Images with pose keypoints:
==*==

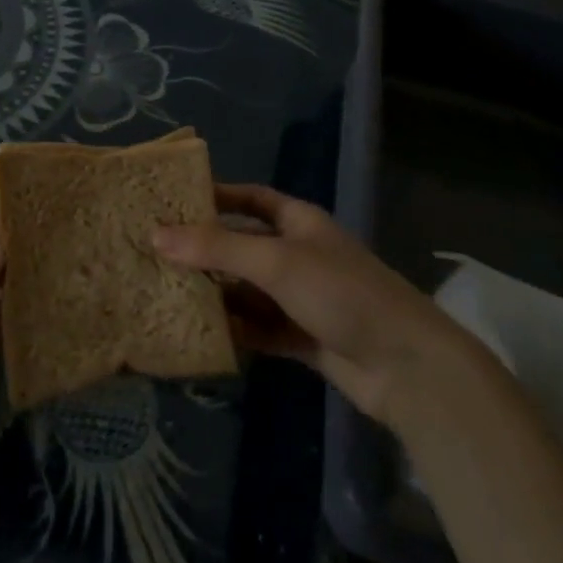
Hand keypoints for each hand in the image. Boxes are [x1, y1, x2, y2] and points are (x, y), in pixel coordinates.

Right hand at [154, 185, 466, 424]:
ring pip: (247, 291)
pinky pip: (258, 328)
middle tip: (155, 255)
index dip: (216, 197)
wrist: (406, 366)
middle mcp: (298, 255)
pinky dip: (233, 330)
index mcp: (298, 223)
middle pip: (243, 247)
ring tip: (164, 295)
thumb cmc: (341, 292)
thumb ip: (217, 248)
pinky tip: (199, 335)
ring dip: (214, 294)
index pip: (250, 198)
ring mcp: (300, 299)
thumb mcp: (276, 262)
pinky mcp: (302, 338)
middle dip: (204, 252)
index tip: (172, 202)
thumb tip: (156, 235)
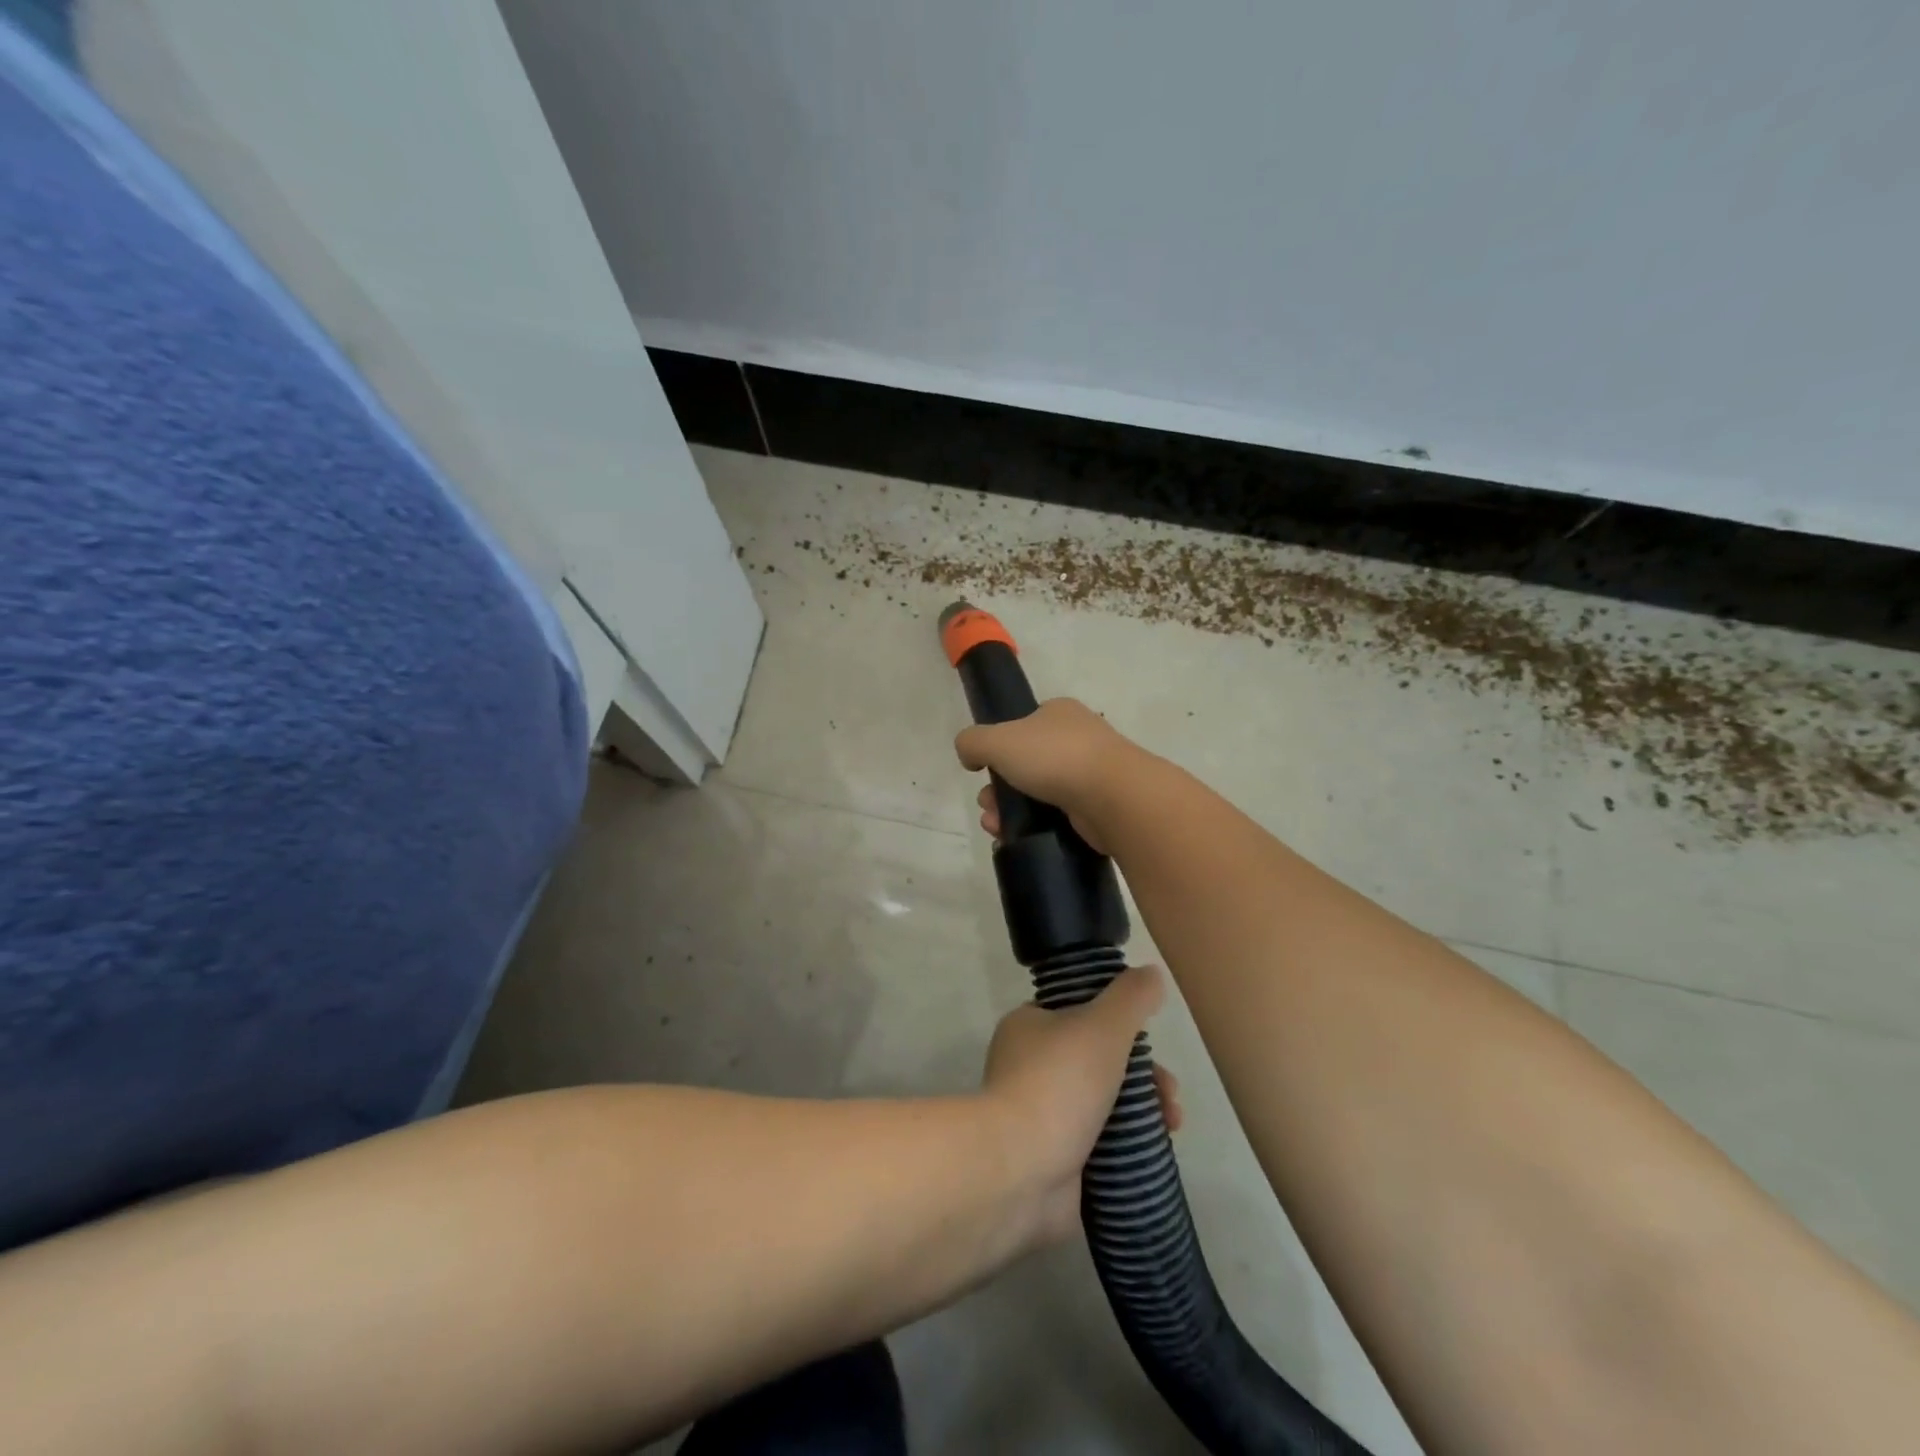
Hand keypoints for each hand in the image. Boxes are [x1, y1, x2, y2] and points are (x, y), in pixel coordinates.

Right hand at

==*==

If a line falls between the first line of the records above and the line containing "index mcp: (298, 223)", inclusive, retype it exactly; leave pictures out.

Hand keypoints for each hand in the image. Boxes are [x1, y1, x2, y2] and points are (x, y), in pixel coordinates.

Right hand at [154, 185, 466, 424]:
ring pip: (247, 291)
pinky pip: (258, 328)
middle tip: (155, 255)
index dip: (216, 197)
wrist: (406, 366)
middle mcp: (298, 255)
pinky dip: (233, 330)
index mcp: (298, 223)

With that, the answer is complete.